**Work item**: Where in the listing does the word "points" appear? Report each line that holds it.

--------------------

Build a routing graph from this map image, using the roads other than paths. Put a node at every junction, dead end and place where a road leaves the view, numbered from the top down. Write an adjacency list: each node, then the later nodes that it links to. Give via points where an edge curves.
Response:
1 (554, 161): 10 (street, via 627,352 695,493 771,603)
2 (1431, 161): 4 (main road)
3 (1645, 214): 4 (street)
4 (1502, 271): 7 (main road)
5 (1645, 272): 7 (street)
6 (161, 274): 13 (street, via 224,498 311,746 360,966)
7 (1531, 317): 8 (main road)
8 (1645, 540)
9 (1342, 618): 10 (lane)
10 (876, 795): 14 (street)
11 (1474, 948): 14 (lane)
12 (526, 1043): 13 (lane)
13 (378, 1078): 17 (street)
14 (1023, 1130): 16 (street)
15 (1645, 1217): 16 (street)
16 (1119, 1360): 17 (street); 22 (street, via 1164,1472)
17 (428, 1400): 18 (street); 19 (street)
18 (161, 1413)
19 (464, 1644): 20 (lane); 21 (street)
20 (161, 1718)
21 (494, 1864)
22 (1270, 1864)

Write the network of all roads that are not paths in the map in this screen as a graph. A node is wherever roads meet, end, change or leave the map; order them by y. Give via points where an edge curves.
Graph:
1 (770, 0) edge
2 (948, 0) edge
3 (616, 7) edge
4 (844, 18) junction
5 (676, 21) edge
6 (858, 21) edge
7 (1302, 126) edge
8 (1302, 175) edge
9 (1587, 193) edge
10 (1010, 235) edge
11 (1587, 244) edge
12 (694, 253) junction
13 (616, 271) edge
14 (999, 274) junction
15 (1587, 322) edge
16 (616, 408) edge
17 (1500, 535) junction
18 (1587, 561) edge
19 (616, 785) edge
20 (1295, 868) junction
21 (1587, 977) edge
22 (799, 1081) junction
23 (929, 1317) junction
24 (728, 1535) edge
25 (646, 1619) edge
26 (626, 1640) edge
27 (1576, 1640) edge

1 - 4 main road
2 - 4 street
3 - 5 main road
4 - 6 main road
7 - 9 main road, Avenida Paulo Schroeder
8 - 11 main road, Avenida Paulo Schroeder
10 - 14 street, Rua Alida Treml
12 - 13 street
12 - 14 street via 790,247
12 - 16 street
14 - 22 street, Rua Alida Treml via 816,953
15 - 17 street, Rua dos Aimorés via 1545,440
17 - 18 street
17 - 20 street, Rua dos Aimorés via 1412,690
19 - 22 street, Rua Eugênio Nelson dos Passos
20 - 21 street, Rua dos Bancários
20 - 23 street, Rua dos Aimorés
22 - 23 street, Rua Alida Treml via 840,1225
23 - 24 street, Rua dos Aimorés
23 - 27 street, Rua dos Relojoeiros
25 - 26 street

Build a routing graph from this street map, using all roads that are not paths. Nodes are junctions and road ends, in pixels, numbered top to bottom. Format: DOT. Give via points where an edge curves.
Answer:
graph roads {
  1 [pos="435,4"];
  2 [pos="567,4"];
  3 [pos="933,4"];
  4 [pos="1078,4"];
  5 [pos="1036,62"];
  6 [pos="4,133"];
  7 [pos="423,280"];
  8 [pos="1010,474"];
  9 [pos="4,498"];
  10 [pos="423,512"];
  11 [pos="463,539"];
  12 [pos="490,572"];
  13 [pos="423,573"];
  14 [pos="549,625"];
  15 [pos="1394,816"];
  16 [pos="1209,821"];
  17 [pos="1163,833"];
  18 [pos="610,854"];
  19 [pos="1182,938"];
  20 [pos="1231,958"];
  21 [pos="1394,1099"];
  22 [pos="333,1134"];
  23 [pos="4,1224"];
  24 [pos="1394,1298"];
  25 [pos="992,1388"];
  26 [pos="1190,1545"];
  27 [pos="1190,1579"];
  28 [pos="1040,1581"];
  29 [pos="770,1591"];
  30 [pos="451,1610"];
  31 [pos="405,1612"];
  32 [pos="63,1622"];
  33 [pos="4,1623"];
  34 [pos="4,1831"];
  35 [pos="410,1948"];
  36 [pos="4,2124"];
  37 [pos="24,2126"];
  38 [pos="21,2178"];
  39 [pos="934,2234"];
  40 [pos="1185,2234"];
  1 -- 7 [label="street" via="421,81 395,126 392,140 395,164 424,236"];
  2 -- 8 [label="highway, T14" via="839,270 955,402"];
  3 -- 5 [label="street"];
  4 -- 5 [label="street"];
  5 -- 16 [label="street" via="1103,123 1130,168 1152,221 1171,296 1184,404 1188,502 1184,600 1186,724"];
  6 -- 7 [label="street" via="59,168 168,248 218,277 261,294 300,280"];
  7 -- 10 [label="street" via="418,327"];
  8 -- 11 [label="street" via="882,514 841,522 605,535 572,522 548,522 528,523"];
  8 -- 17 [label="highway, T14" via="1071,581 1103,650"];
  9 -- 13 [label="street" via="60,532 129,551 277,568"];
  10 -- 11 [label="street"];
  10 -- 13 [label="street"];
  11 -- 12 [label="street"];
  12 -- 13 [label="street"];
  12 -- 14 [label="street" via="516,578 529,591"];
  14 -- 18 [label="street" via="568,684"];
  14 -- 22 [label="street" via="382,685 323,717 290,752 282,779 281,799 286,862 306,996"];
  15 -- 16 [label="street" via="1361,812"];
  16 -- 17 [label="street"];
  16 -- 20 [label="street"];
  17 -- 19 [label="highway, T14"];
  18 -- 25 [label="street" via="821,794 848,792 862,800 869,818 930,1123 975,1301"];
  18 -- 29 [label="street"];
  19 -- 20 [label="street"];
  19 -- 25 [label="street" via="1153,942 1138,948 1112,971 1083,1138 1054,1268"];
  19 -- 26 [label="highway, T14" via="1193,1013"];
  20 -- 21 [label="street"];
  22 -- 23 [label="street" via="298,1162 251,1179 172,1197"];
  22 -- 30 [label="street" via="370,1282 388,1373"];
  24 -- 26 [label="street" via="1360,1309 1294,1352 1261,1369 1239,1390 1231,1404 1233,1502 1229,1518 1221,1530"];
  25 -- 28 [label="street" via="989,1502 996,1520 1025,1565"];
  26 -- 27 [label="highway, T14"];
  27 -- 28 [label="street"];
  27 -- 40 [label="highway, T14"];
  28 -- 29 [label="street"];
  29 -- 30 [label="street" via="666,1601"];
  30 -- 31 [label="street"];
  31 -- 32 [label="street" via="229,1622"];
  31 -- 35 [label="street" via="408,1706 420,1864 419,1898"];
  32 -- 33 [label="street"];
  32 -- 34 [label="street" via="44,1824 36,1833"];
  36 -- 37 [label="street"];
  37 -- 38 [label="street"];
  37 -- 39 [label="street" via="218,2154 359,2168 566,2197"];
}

--------------------

**Output for this task**:
Build a routing graph from this map image, using the roads other than paths. Put a node at every junction, dead end and place where a road leaves the view, numbered from the top down. Write an adjacency list: each node, then the later nodes that it links to. Give via points where an edge curves.
Write the network of all roads that are not paths in the map in this screen as a graph. A node is wherever roads meet, end, change or leave the map; order them by y. Give via points where an edge curves.
Build a routing graph from this street map, using all roads that are not paths. Nodes are junctions and road ends, in pixels, numbered top to bottom. Format: DOT. Give via points where an edge curves.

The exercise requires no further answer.